- [Problem description]:
Leave out the pictures and copy everything else in the entries exactly.

━━━━━ Records shown ━━━━━

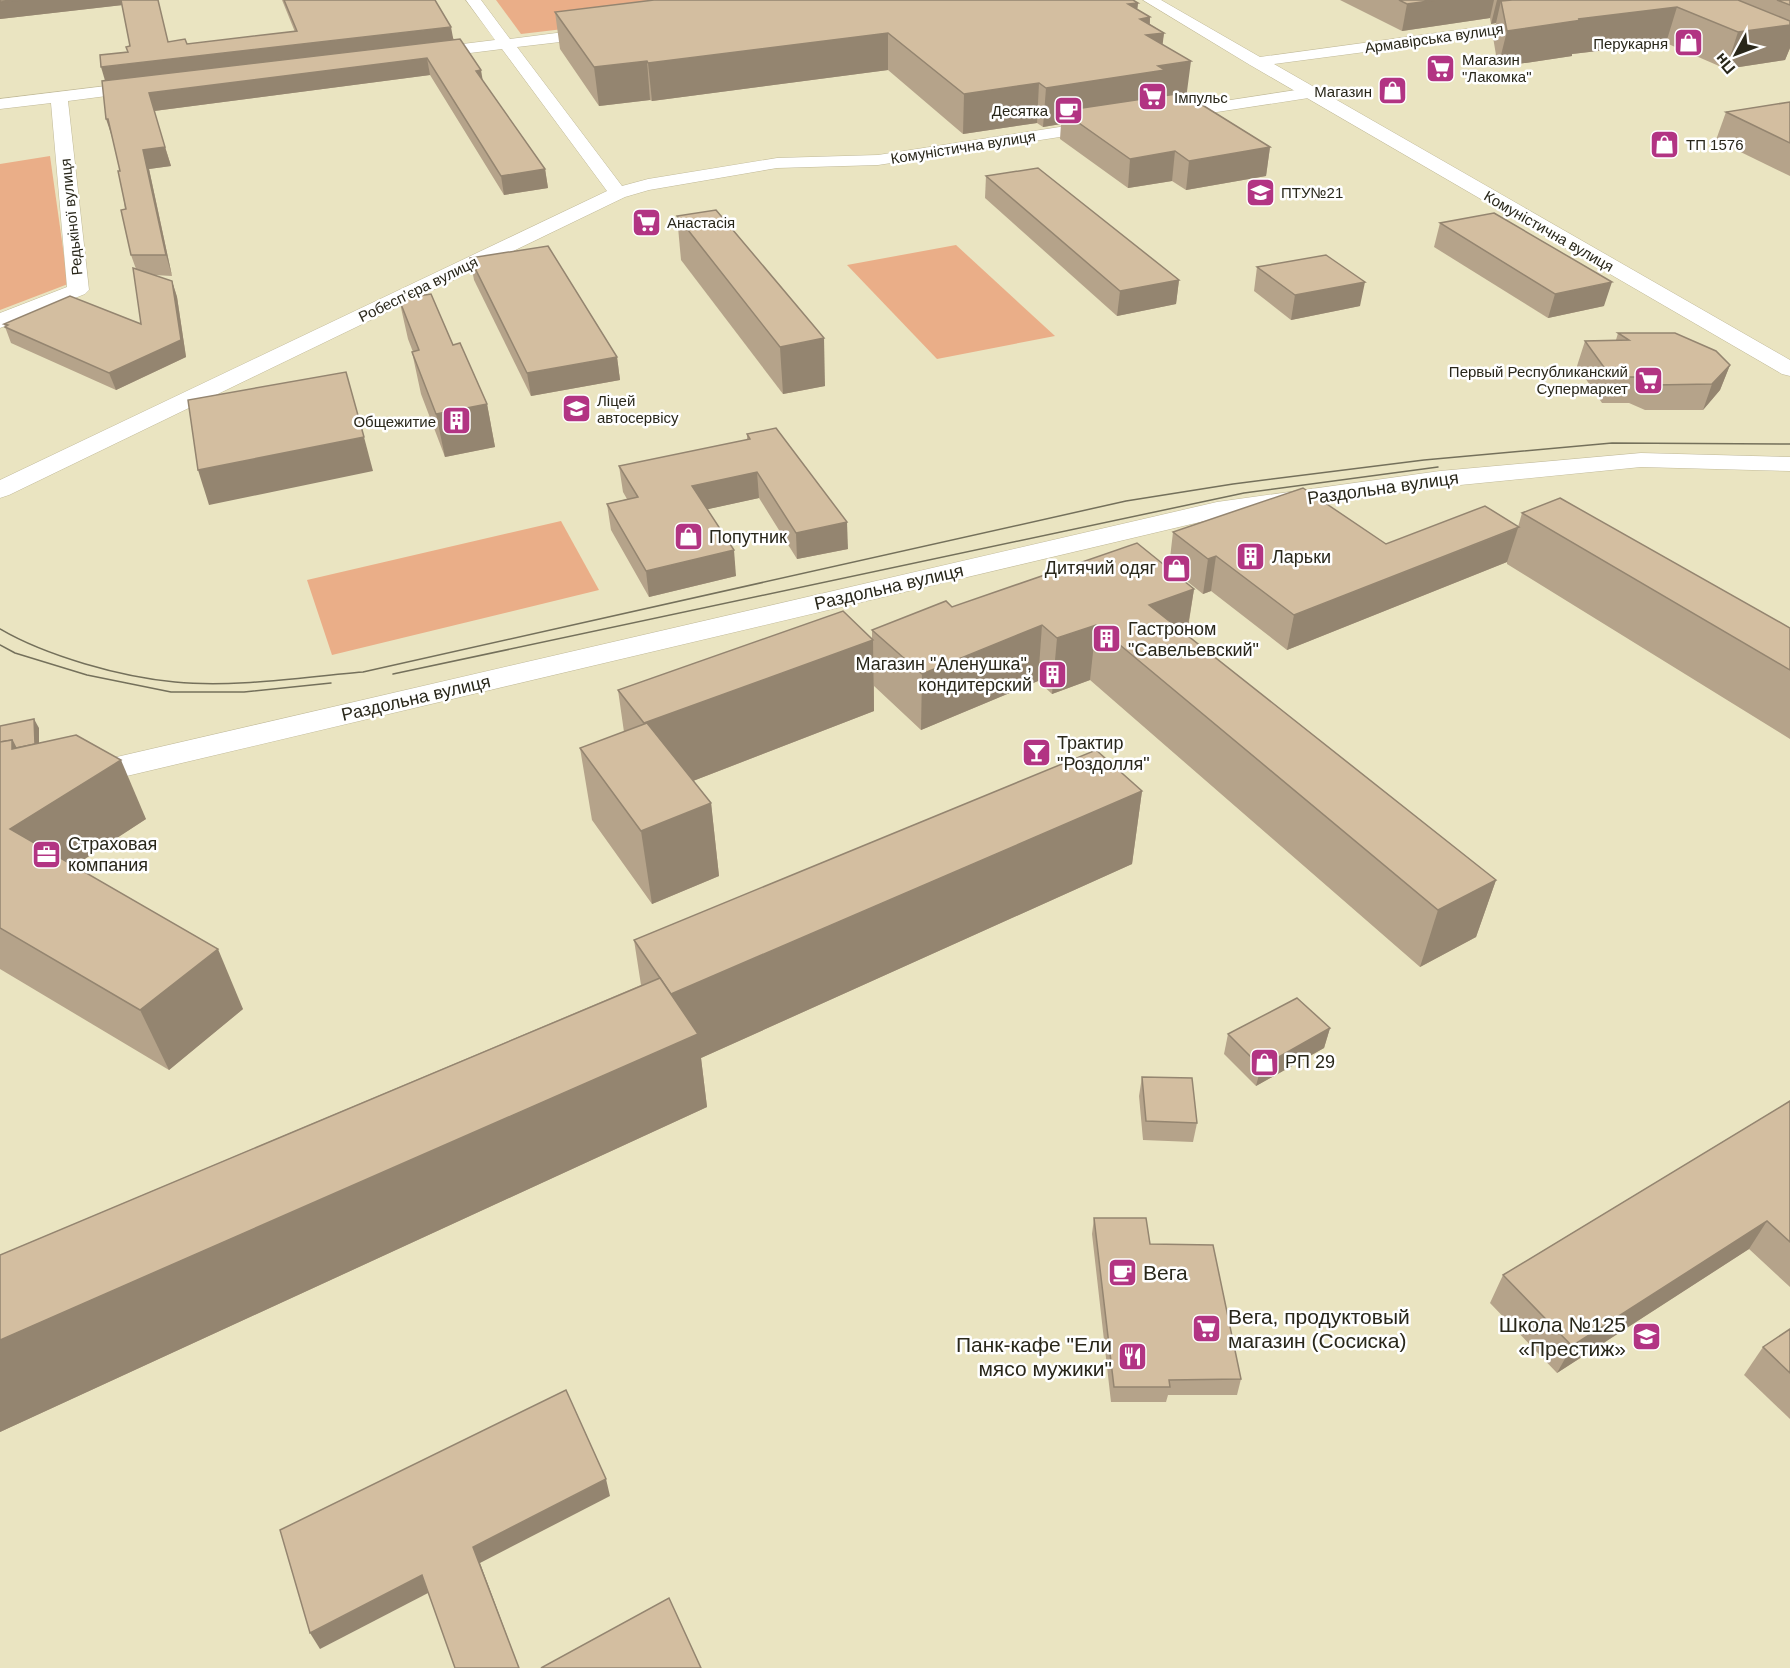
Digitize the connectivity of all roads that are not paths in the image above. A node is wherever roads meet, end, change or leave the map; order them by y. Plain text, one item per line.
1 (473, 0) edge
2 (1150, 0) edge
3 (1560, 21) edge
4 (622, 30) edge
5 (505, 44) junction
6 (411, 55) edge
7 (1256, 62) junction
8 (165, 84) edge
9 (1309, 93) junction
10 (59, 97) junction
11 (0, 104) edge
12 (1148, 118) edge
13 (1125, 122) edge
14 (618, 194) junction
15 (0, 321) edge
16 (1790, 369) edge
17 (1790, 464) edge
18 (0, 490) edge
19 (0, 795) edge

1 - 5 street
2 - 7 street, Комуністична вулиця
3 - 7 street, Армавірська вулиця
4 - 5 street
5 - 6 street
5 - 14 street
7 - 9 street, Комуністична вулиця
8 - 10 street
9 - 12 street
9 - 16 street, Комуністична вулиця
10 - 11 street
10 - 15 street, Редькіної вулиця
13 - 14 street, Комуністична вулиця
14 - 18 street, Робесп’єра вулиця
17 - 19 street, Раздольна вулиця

━━━━━

- [Result for this task]:
Digitize the connectivity of all roads that are not paths in the image above. A node is wherever roads meet, end, change or leave the map; order them by y. Plain text, one item per line.
1 (473, 0) edge
2 (1150, 0) edge
3 (1560, 21) edge
4 (622, 30) edge
5 (505, 44) junction
6 (411, 55) edge
7 (1256, 62) junction
8 (165, 84) edge
9 (1309, 93) junction
10 (59, 97) junction
11 (0, 104) edge
12 (1148, 118) edge
13 (1125, 122) edge
14 (618, 194) junction
15 (0, 321) edge
16 (1790, 369) edge
17 (1790, 464) edge
18 (0, 490) edge
19 (0, 795) edge

1 - 5 street
2 - 7 street, Комуністична вулиця
3 - 7 street, Армавірська вулиця
4 - 5 street
5 - 6 street
5 - 14 street
7 - 9 street, Комуністична вулиця
8 - 10 street
9 - 12 street
9 - 16 street, Комуністична вулиця
10 - 11 street
10 - 15 street, Редькіної вулиця
13 - 14 street, Комуністична вулиця
14 - 18 street, Робесп’єра вулиця
17 - 19 street, Раздольна вулиця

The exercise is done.